Collected data
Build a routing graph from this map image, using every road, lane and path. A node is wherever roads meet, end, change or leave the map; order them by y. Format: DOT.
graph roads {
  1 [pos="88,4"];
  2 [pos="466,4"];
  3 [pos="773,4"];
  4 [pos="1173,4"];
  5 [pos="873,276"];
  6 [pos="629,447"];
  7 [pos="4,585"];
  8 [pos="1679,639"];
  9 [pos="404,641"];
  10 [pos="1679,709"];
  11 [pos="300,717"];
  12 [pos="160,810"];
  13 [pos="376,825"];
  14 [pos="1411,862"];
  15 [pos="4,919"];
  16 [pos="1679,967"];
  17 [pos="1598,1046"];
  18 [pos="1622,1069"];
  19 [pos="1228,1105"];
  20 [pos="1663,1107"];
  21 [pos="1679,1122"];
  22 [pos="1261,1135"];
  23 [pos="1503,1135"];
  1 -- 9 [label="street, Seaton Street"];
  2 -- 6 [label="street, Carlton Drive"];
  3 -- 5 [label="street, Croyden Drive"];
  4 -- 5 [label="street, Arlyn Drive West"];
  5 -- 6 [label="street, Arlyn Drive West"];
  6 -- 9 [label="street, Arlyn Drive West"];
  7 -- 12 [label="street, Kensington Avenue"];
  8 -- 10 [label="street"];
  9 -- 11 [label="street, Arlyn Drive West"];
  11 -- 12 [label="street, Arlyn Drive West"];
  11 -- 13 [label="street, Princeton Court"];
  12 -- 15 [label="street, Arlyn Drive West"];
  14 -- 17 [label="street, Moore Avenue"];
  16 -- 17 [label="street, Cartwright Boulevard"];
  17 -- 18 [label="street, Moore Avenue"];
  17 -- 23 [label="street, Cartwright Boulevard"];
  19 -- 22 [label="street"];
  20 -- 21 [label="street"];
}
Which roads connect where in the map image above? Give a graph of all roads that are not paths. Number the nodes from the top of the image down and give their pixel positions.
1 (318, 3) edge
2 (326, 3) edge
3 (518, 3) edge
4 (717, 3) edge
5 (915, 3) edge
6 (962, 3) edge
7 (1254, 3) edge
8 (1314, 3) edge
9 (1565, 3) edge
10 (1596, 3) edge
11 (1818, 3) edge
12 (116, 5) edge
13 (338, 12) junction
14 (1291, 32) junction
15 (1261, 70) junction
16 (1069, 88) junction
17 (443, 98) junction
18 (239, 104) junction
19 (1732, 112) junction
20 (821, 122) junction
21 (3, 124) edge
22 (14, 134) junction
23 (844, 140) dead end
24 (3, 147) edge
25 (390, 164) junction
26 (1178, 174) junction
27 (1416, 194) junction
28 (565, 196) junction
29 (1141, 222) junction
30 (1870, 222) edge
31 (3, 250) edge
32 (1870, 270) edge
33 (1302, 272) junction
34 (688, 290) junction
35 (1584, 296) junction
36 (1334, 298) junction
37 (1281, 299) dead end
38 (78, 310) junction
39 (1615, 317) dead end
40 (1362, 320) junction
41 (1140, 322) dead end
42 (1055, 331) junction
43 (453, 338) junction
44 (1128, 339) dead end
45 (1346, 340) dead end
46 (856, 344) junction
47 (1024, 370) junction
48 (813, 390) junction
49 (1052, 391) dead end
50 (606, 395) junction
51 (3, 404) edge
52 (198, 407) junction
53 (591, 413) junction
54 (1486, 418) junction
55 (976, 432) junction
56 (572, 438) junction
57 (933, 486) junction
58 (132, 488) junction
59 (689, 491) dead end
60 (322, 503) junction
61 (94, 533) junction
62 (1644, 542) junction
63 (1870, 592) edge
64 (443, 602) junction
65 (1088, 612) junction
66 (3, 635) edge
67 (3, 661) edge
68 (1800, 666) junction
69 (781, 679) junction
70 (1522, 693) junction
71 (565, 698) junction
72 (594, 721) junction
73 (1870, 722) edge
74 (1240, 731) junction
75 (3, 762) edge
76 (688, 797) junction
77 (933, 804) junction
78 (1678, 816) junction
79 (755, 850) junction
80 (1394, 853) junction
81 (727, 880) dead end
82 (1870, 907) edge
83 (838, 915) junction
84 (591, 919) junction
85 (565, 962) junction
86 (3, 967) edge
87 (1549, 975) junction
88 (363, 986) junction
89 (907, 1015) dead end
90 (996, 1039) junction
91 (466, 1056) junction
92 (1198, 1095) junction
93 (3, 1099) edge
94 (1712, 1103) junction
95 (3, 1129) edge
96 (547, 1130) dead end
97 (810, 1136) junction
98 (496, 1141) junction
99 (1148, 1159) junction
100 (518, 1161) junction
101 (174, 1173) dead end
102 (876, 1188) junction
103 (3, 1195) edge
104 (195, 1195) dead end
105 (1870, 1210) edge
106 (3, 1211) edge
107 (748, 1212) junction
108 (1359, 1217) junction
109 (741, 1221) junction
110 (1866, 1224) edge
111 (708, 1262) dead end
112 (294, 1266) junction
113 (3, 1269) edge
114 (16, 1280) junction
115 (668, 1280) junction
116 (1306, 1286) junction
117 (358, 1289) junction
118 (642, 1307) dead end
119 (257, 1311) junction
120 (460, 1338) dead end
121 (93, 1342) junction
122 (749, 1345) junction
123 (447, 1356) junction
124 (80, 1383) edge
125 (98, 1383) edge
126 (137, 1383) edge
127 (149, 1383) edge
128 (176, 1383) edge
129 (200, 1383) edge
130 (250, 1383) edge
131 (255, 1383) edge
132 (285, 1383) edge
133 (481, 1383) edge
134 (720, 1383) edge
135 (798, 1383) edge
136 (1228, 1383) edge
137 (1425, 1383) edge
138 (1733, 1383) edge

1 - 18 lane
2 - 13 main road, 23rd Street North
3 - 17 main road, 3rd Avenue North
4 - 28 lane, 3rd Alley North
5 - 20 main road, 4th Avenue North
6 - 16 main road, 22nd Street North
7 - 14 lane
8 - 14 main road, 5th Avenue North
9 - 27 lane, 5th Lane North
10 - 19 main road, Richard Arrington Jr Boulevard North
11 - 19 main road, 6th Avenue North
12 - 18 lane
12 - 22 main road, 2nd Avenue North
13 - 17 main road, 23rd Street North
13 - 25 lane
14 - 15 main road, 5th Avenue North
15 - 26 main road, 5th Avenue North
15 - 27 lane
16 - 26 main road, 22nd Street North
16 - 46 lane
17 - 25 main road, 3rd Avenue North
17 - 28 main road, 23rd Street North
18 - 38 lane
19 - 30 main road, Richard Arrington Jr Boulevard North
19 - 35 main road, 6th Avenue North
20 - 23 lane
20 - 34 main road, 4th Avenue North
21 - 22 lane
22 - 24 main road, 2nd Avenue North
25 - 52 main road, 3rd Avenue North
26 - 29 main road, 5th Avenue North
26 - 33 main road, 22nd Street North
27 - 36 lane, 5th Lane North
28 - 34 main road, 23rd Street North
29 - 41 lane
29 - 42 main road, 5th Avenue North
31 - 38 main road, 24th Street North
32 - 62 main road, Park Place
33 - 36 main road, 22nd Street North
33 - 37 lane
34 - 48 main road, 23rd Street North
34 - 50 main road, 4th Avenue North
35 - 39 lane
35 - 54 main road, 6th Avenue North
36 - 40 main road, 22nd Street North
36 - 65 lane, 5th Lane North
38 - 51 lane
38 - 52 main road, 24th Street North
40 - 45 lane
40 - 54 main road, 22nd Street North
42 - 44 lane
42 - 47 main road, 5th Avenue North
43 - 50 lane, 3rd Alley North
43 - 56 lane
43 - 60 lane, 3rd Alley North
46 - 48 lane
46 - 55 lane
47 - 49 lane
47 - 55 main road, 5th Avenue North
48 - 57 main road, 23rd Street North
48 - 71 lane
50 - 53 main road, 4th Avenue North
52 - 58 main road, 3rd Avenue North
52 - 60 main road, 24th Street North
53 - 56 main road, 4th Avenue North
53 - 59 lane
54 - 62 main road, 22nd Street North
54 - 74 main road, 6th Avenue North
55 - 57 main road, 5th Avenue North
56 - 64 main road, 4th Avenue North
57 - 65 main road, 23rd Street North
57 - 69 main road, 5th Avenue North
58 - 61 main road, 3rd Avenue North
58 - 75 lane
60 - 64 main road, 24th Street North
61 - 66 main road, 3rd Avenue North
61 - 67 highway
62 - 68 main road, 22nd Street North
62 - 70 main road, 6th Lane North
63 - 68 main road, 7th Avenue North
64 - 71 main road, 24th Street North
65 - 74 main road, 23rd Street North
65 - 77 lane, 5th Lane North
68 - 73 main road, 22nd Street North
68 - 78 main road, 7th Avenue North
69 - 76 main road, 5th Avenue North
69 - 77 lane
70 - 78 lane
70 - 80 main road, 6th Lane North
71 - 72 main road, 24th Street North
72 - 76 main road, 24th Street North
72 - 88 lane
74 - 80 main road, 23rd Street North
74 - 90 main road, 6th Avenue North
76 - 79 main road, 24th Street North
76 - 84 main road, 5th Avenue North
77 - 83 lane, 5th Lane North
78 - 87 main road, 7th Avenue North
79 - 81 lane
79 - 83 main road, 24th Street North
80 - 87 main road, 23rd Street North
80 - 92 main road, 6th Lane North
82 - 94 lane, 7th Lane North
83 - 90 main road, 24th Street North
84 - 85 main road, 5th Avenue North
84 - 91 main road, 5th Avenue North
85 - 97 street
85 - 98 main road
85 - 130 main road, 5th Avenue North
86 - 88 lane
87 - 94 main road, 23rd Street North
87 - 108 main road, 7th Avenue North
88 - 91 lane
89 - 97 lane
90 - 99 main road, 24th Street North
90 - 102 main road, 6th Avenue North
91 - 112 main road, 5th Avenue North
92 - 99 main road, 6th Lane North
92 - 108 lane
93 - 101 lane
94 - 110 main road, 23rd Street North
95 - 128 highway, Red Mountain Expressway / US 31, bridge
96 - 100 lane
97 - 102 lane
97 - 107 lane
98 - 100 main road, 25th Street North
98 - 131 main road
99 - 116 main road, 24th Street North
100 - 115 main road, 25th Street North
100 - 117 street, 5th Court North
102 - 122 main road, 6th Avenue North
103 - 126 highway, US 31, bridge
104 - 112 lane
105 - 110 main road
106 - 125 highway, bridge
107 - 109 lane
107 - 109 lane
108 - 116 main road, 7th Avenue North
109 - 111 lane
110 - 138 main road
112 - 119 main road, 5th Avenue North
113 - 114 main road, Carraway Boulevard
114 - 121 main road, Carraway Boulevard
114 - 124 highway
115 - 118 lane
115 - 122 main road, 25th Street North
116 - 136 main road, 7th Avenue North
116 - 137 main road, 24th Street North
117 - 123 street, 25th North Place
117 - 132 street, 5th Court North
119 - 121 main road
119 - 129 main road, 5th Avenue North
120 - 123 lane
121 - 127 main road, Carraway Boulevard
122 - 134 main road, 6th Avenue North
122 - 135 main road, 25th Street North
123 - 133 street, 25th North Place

> **Instructions to follow**:
Check each line above for the word "Alley", and copy the lines where it appears.

> **Exercise answer**:
4 - 28 lane, 3rd Alley North
43 - 50 lane, 3rd Alley North
43 - 60 lane, 3rd Alley North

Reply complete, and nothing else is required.